Brian, Chris, thank you for your efforts.
I took a look at the latest sent encap info and I want to bring in discussion the way how some gateways are announced.
route addprivate 44.24.240/20 encap 44.24.221.1
Now this one is ok. The gateway (44.24.221.1) is BGP announced, but not in the encap file. Everything ok and working.
Now to the other two IMHO are wrong:
route addprivate 44.151.94.28/32 encap 44.151.94.28
So this host expects to get encapsulated traffic to a gateway which is the host itself. This leeds to a routing loop and is not possible with a regular setup. This encap entry is in fact plain and simple useless: It states 'you can reach me via me' which gives not much information.

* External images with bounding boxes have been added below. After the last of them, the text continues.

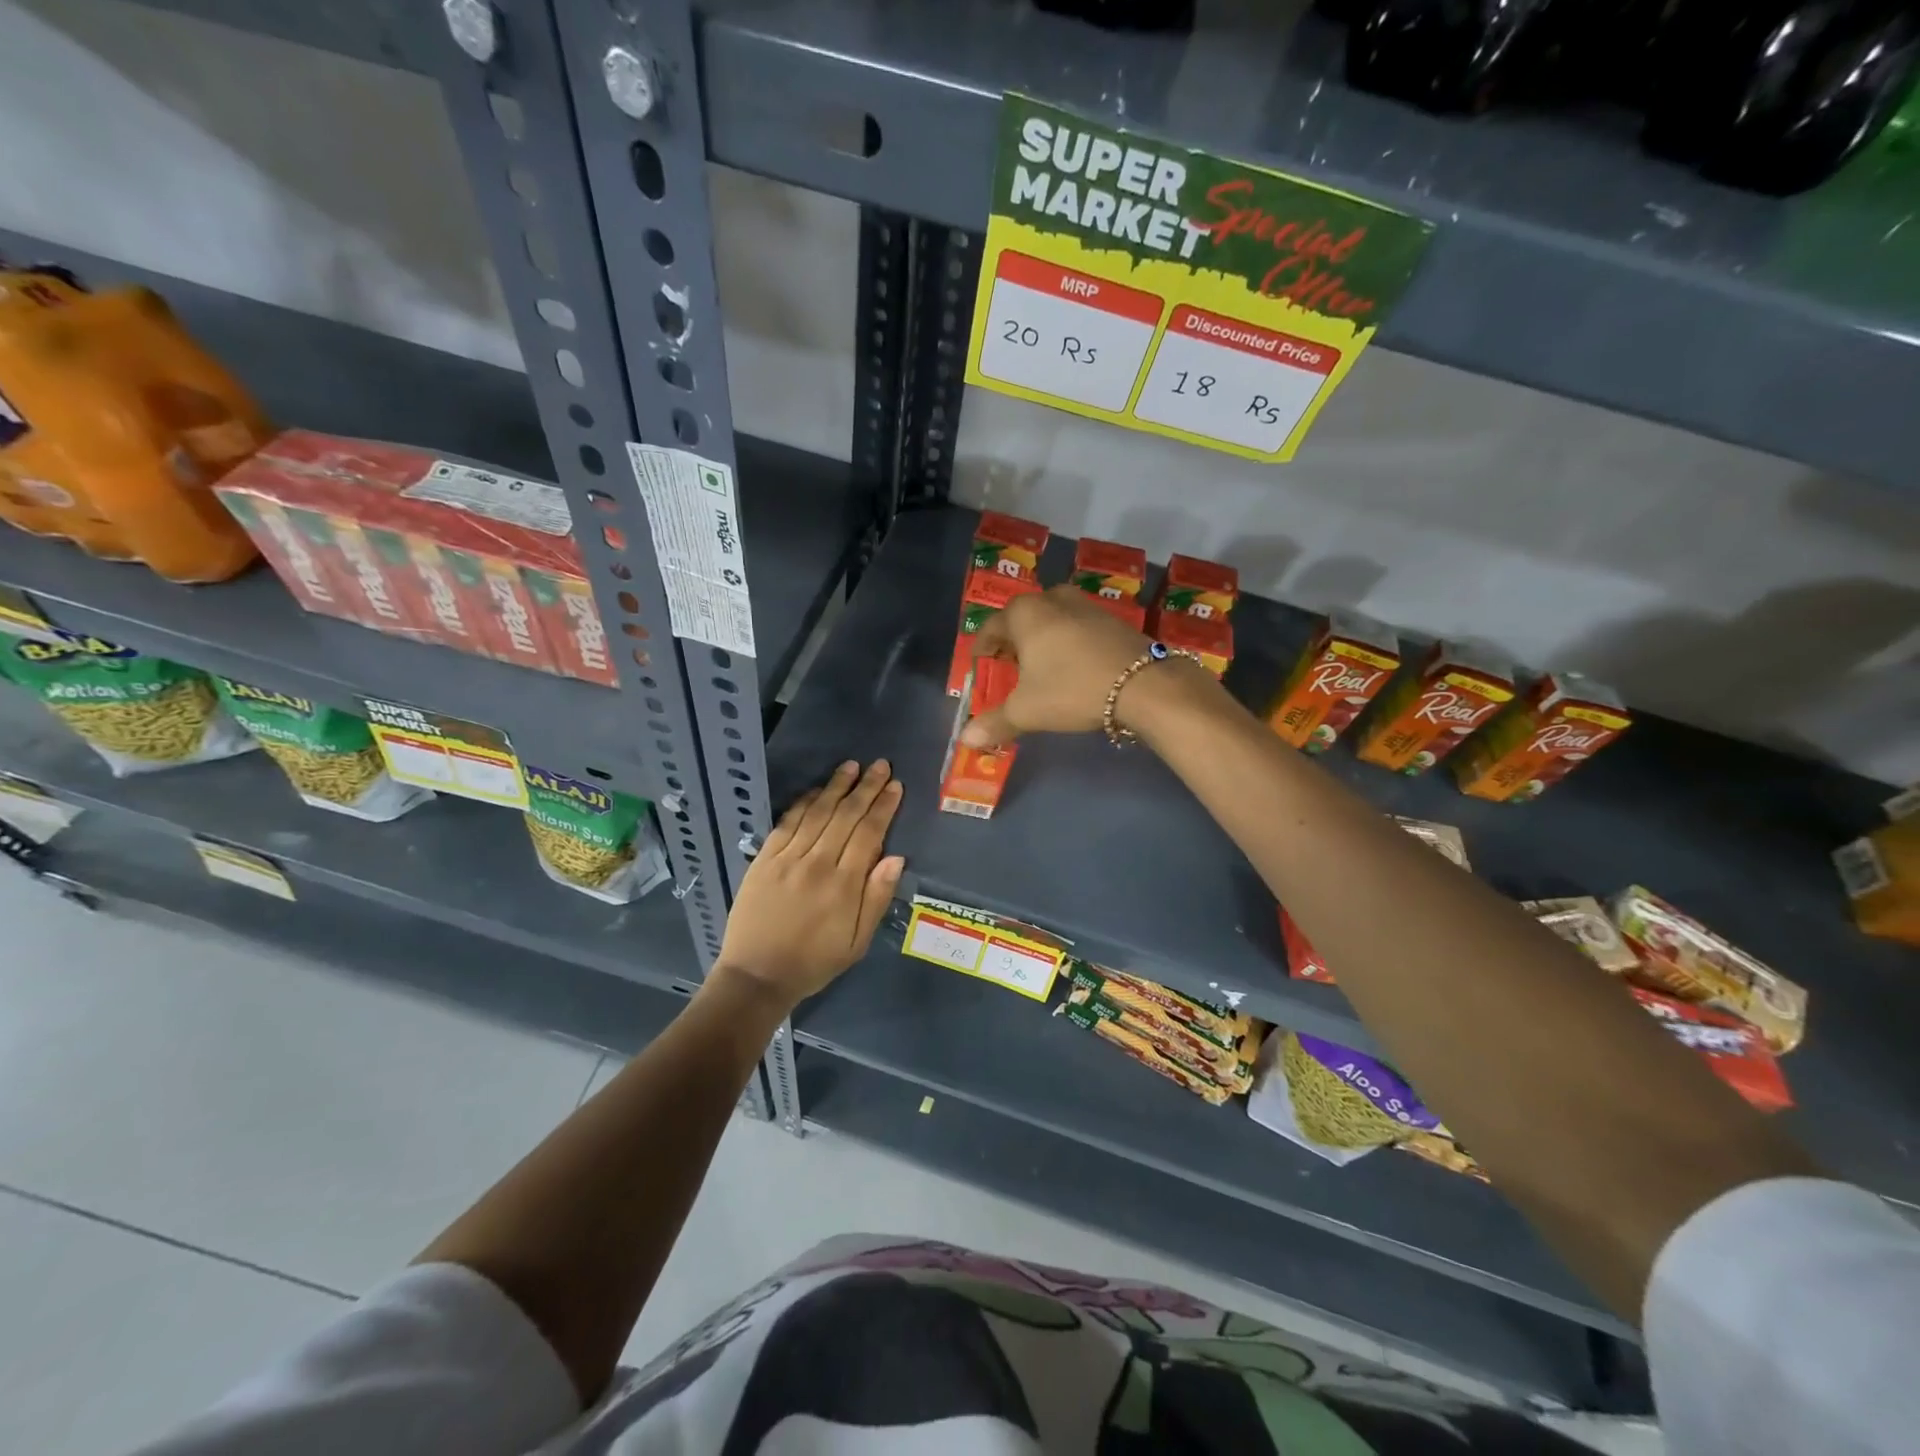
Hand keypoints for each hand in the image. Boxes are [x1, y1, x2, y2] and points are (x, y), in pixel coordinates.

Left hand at [713, 759, 904, 1007]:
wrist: (757, 976)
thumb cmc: (814, 962)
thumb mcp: (857, 942)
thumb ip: (876, 898)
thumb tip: (896, 858)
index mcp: (844, 885)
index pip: (869, 833)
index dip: (883, 807)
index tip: (895, 786)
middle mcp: (817, 864)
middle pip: (845, 816)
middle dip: (865, 788)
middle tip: (879, 764)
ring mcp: (787, 859)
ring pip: (817, 813)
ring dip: (836, 787)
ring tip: (851, 766)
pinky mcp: (764, 860)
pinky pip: (786, 823)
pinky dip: (803, 803)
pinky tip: (815, 790)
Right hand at [961, 586, 1216, 747]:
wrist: (1144, 684)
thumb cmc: (1072, 689)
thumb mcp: (1028, 711)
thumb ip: (995, 722)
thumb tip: (966, 739)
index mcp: (1025, 613)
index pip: (990, 628)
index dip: (982, 651)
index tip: (981, 670)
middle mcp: (1052, 599)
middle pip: (1021, 621)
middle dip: (1012, 645)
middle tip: (1010, 672)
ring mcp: (1085, 605)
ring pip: (1051, 622)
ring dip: (1042, 643)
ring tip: (1042, 672)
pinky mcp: (1111, 619)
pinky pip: (1076, 628)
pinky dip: (1068, 645)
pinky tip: (1074, 670)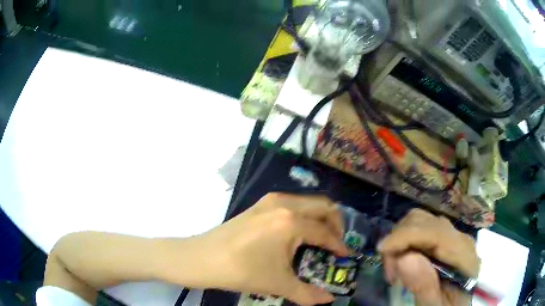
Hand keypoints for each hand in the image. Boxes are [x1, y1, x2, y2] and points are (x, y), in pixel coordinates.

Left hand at [184, 193, 347, 304]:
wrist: (203, 258)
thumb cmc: (241, 271)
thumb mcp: (278, 284)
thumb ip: (308, 294)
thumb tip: (328, 300)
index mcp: (291, 222)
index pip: (325, 232)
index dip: (339, 245)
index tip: (345, 255)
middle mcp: (284, 203)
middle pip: (323, 206)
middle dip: (336, 223)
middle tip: (337, 243)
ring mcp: (270, 200)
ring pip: (308, 201)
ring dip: (320, 217)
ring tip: (322, 237)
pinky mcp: (260, 204)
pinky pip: (293, 203)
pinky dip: (305, 214)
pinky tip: (299, 232)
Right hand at [379, 209, 479, 305]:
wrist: (456, 303)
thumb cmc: (447, 305)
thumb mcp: (436, 305)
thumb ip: (425, 286)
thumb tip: (404, 257)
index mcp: (464, 254)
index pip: (435, 232)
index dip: (407, 235)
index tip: (381, 249)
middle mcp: (458, 237)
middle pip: (424, 220)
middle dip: (399, 240)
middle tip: (391, 273)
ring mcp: (451, 234)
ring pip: (419, 220)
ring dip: (399, 240)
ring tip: (396, 269)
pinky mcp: (442, 237)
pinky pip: (419, 228)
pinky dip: (404, 241)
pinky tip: (403, 262)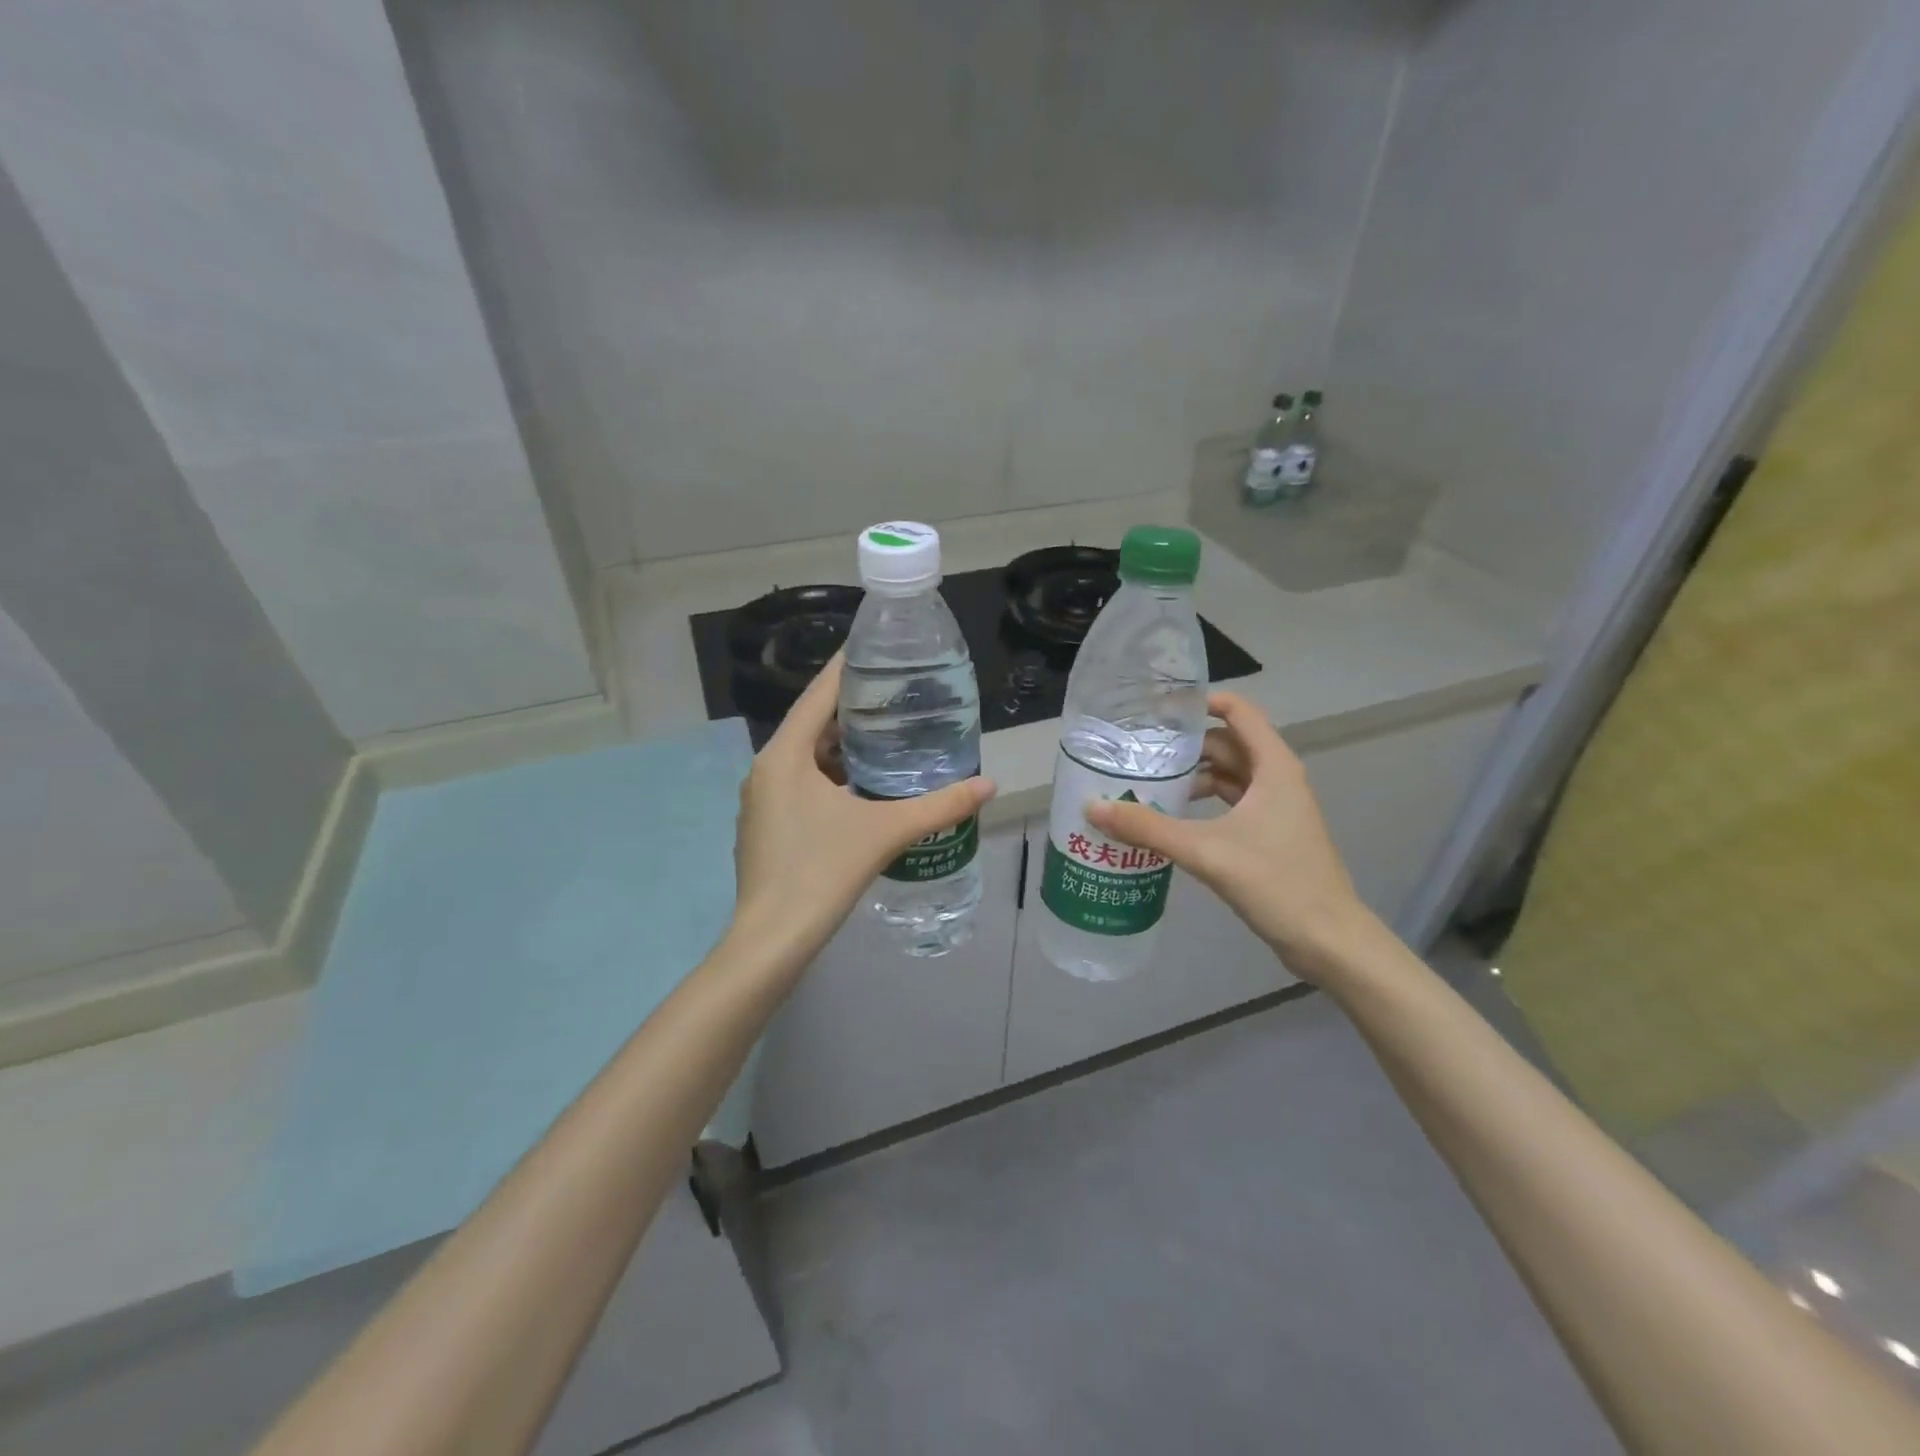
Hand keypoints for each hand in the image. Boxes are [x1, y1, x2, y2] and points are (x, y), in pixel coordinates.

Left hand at [729, 654, 994, 975]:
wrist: (771, 939)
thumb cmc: (822, 873)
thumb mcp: (885, 832)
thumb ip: (940, 806)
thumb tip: (988, 785)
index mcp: (784, 755)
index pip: (819, 694)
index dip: (848, 669)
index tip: (879, 650)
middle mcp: (765, 768)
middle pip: (812, 723)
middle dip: (853, 710)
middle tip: (898, 697)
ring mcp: (760, 798)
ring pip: (805, 756)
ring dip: (842, 745)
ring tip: (888, 737)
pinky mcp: (764, 824)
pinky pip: (799, 782)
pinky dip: (829, 774)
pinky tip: (863, 786)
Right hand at [1085, 692, 1372, 981]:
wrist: (1328, 941)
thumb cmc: (1276, 882)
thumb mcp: (1206, 850)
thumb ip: (1148, 828)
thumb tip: (1093, 807)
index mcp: (1273, 767)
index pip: (1239, 712)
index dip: (1201, 702)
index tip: (1159, 709)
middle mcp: (1277, 779)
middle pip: (1228, 745)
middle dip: (1186, 746)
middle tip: (1140, 750)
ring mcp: (1276, 809)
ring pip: (1229, 777)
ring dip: (1193, 777)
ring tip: (1148, 784)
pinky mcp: (1270, 835)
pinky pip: (1232, 804)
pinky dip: (1204, 804)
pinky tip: (1173, 819)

route addprivate 44.140/16 encap 44.140.0.1
The same applies to the above, just that the whole subnet is routed to a gateway which is part of that subnet itself.
The idea is that a route can not point to a gateway for which the route is resolved by the route itself. It may be said that those are BGP routed subnets and the gateway is directly reacheable. But the routing is resolved by the route with the most specific netmask. In this case exactly the one which defines the host (or subnet) itself. Unless there is a mechanism available to mark those gateways and create a higher priority route to them so they can be reached directly, this is not functional.
Please comment on a possible sollution/approach on those setups.